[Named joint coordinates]

※

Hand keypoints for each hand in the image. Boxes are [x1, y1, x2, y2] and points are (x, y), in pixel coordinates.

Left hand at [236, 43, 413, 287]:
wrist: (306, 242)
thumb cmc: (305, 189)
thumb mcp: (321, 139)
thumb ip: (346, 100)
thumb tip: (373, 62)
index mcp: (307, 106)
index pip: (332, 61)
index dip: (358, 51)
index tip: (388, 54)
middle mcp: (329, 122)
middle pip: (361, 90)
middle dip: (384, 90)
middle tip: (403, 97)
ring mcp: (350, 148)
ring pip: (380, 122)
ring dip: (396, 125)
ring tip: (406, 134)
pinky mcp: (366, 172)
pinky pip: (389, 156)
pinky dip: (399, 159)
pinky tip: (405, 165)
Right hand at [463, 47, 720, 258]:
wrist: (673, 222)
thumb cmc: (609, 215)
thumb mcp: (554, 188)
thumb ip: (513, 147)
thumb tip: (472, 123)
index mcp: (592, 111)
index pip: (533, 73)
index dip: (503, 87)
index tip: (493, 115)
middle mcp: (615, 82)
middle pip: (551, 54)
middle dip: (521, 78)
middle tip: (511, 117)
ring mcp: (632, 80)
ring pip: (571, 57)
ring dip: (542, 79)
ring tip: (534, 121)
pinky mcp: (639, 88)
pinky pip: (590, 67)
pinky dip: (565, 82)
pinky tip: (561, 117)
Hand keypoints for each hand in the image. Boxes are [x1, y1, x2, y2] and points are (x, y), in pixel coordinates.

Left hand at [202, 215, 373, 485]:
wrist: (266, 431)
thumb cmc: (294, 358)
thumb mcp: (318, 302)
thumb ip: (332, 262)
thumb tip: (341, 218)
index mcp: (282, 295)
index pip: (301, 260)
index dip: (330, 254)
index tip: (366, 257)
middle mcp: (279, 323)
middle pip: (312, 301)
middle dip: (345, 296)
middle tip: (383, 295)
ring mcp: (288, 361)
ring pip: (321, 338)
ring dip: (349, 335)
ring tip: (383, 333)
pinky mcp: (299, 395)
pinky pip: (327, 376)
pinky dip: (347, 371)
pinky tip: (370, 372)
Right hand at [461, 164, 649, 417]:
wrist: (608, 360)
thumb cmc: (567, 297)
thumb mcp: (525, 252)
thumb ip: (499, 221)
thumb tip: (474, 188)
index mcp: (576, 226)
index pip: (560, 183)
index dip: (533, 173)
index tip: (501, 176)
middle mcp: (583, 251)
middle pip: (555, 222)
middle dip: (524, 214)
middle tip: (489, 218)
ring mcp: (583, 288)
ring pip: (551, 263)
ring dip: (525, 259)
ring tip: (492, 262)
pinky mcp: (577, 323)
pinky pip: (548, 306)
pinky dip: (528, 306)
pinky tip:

※

Reproduce the records above with every character intact.

Hand keypoints for each hand in the image. Boxes are [x1, y1, x2, y2] and points are (x, y), in pixel coordinates.

Left hand at [236, 43, 413, 287]:
wrist: (306, 242)
thumb cmc: (305, 189)
thumb mcp: (321, 139)
thumb ip: (346, 100)
thumb tip: (373, 62)
index mcp: (307, 106)
index pip: (332, 61)
index dip: (358, 51)
index tip: (388, 54)
middle mcp: (329, 122)
middle pip: (361, 90)
middle dip: (384, 90)
middle tip: (403, 97)
ring mcp: (350, 148)
ring pip: (380, 122)
ring dip: (396, 125)
ring tip: (406, 134)
pinky mcp: (366, 172)
pinky pip: (389, 156)
pinky dip: (399, 159)
pinky tip: (405, 165)
Right hand at [463, 47, 720, 258]:
wrist: (673, 222)
thumb cmc: (609, 215)
thumb mcp: (554, 188)
thumb ip: (513, 147)
thumb tip: (472, 123)
index mcp: (592, 111)
index pip: (533, 73)
index dip: (503, 87)
index tip: (493, 115)
middle mcp: (615, 82)
middle pip: (551, 54)
middle dip: (521, 78)
middle tip: (511, 117)
ring mcp: (632, 80)
ring pip: (571, 57)
ring dip: (542, 79)
ring tip: (534, 121)
pinky mcp: (639, 88)
pinky pip: (590, 67)
pinky dip: (565, 82)
pinky tip: (561, 117)
Hand keypoints for each hand in the image. Boxes are [x1, y1, x2, y2] and points are (x, y), in pixel coordinates.

Left hand at [202, 215, 373, 485]:
wrist: (266, 431)
thumb cmc: (294, 358)
thumb mcp: (318, 302)
thumb ip: (332, 262)
thumb tip: (341, 218)
index mcp: (282, 295)
index pip: (301, 260)
index dip: (330, 254)
index tip: (366, 257)
middle mcp: (279, 323)
middle pip: (312, 301)
middle dip: (345, 296)
middle tip: (383, 295)
ring mcp: (288, 361)
ring pip: (321, 338)
ring dip: (349, 335)
ring tip: (383, 333)
pinky mcp: (299, 395)
pinky pip: (327, 376)
pinky dip: (347, 371)
pinky tip: (370, 372)
Right hand at [461, 164, 649, 417]:
wrist: (608, 360)
thumb cmc: (567, 297)
thumb mcp: (525, 252)
thumb ip: (499, 221)
thumb tip: (474, 188)
index mcp: (576, 226)
index pip: (560, 183)
index dip: (533, 173)
index tip: (501, 176)
middle mcp: (583, 251)
middle pip: (555, 222)
middle dip: (524, 214)
middle tip: (489, 218)
ring mcp: (583, 288)
ring pip: (551, 263)
ring dip: (525, 259)
ring tip: (492, 262)
pinky mcp: (577, 323)
pinky pip: (548, 306)
pinky dip: (528, 306)
pinky tip:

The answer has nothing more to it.